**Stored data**
=== Section Start ===
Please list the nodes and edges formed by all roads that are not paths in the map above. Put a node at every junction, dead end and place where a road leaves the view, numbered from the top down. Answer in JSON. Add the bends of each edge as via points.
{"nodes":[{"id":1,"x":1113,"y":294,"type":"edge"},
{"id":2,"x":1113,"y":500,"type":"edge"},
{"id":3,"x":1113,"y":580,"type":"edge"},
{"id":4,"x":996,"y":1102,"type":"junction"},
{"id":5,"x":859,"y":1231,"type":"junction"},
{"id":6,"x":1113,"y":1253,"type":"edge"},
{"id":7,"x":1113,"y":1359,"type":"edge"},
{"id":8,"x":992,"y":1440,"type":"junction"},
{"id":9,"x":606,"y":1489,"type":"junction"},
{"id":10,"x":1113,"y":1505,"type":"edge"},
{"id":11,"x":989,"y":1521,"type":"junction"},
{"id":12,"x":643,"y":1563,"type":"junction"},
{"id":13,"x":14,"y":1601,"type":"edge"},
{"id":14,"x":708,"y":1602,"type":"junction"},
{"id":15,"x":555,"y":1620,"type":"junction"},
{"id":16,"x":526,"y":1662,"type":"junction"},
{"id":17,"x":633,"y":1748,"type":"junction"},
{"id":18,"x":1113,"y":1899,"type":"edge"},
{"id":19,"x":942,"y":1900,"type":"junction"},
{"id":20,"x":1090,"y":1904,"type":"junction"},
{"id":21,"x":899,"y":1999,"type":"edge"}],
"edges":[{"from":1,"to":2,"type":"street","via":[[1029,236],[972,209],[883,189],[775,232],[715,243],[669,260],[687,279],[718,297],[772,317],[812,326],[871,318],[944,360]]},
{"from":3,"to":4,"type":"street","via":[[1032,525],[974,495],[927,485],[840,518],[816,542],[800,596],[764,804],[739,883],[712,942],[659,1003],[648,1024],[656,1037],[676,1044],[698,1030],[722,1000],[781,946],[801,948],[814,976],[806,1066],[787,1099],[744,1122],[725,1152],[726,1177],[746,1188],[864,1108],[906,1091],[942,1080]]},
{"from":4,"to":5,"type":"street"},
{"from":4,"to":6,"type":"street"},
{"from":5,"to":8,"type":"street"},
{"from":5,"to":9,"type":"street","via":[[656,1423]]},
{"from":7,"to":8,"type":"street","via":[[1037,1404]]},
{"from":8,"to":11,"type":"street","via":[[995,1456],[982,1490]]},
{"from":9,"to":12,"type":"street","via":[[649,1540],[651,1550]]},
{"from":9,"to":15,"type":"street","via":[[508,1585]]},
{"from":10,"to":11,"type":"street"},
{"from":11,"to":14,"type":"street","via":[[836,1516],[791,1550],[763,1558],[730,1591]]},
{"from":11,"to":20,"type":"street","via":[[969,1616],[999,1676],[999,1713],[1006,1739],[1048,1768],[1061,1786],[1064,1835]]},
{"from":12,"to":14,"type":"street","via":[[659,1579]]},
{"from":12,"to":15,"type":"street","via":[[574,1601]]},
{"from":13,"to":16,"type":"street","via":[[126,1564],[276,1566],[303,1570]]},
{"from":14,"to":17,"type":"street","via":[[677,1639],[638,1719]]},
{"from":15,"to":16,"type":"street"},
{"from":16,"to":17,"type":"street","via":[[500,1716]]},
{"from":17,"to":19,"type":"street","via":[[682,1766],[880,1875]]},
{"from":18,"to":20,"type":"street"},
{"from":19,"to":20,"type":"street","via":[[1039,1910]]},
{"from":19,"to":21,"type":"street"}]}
=== Section End ===
Word for word, output the records that appear above.

Please list the nodes and edges formed by all roads that are not paths in the map above. Put a node at every junction, dead end and place where a road leaves the view, numbered from the top down. Answer in JSON. Add the bends of each edge as via points.
{"nodes":[{"id":1,"x":1113,"y":294,"type":"edge"},
{"id":2,"x":1113,"y":500,"type":"edge"},
{"id":3,"x":1113,"y":580,"type":"edge"},
{"id":4,"x":996,"y":1102,"type":"junction"},
{"id":5,"x":859,"y":1231,"type":"junction"},
{"id":6,"x":1113,"y":1253,"type":"edge"},
{"id":7,"x":1113,"y":1359,"type":"edge"},
{"id":8,"x":992,"y":1440,"type":"junction"},
{"id":9,"x":606,"y":1489,"type":"junction"},
{"id":10,"x":1113,"y":1505,"type":"edge"},
{"id":11,"x":989,"y":1521,"type":"junction"},
{"id":12,"x":643,"y":1563,"type":"junction"},
{"id":13,"x":14,"y":1601,"type":"edge"},
{"id":14,"x":708,"y":1602,"type":"junction"},
{"id":15,"x":555,"y":1620,"type":"junction"},
{"id":16,"x":526,"y":1662,"type":"junction"},
{"id":17,"x":633,"y":1748,"type":"junction"},
{"id":18,"x":1113,"y":1899,"type":"edge"},
{"id":19,"x":942,"y":1900,"type":"junction"},
{"id":20,"x":1090,"y":1904,"type":"junction"},
{"id":21,"x":899,"y":1999,"type":"edge"}],
"edges":[{"from":1,"to":2,"type":"street","via":[[1029,236],[972,209],[883,189],[775,232],[715,243],[669,260],[687,279],[718,297],[772,317],[812,326],[871,318],[944,360]]},
{"from":3,"to":4,"type":"street","via":[[1032,525],[974,495],[927,485],[840,518],[816,542],[800,596],[764,804],[739,883],[712,942],[659,1003],[648,1024],[656,1037],[676,1044],[698,1030],[722,1000],[781,946],[801,948],[814,976],[806,1066],[787,1099],[744,1122],[725,1152],[726,1177],[746,1188],[864,1108],[906,1091],[942,1080]]},
{"from":4,"to":5,"type":"street"},
{"from":4,"to":6,"type":"street"},
{"from":5,"to":8,"type":"street"},
{"from":5,"to":9,"type":"street","via":[[656,1423]]},
{"from":7,"to":8,"type":"street","via":[[1037,1404]]},
{"from":8,"to":11,"type":"street","via":[[995,1456],[982,1490]]},
{"from":9,"to":12,"type":"street","via":[[649,1540],[651,1550]]},
{"from":9,"to":15,"type":"street","via":[[508,1585]]},
{"from":10,"to":11,"type":"street"},
{"from":11,"to":14,"type":"street","via":[[836,1516],[791,1550],[763,1558],[730,1591]]},
{"from":11,"to":20,"type":"street","via":[[969,1616],[999,1676],[999,1713],[1006,1739],[1048,1768],[1061,1786],[1064,1835]]},
{"from":12,"to":14,"type":"street","via":[[659,1579]]},
{"from":12,"to":15,"type":"street","via":[[574,1601]]},
{"from":13,"to":16,"type":"street","via":[[126,1564],[276,1566],[303,1570]]},
{"from":14,"to":17,"type":"street","via":[[677,1639],[638,1719]]},
{"from":15,"to":16,"type":"street"},
{"from":16,"to":17,"type":"street","via":[[500,1716]]},
{"from":17,"to":19,"type":"street","via":[[682,1766],[880,1875]]},
{"from":18,"to":20,"type":"street"},
{"from":19,"to":20,"type":"street","via":[[1039,1910]]},
{"from":19,"to":21,"type":"street"}]}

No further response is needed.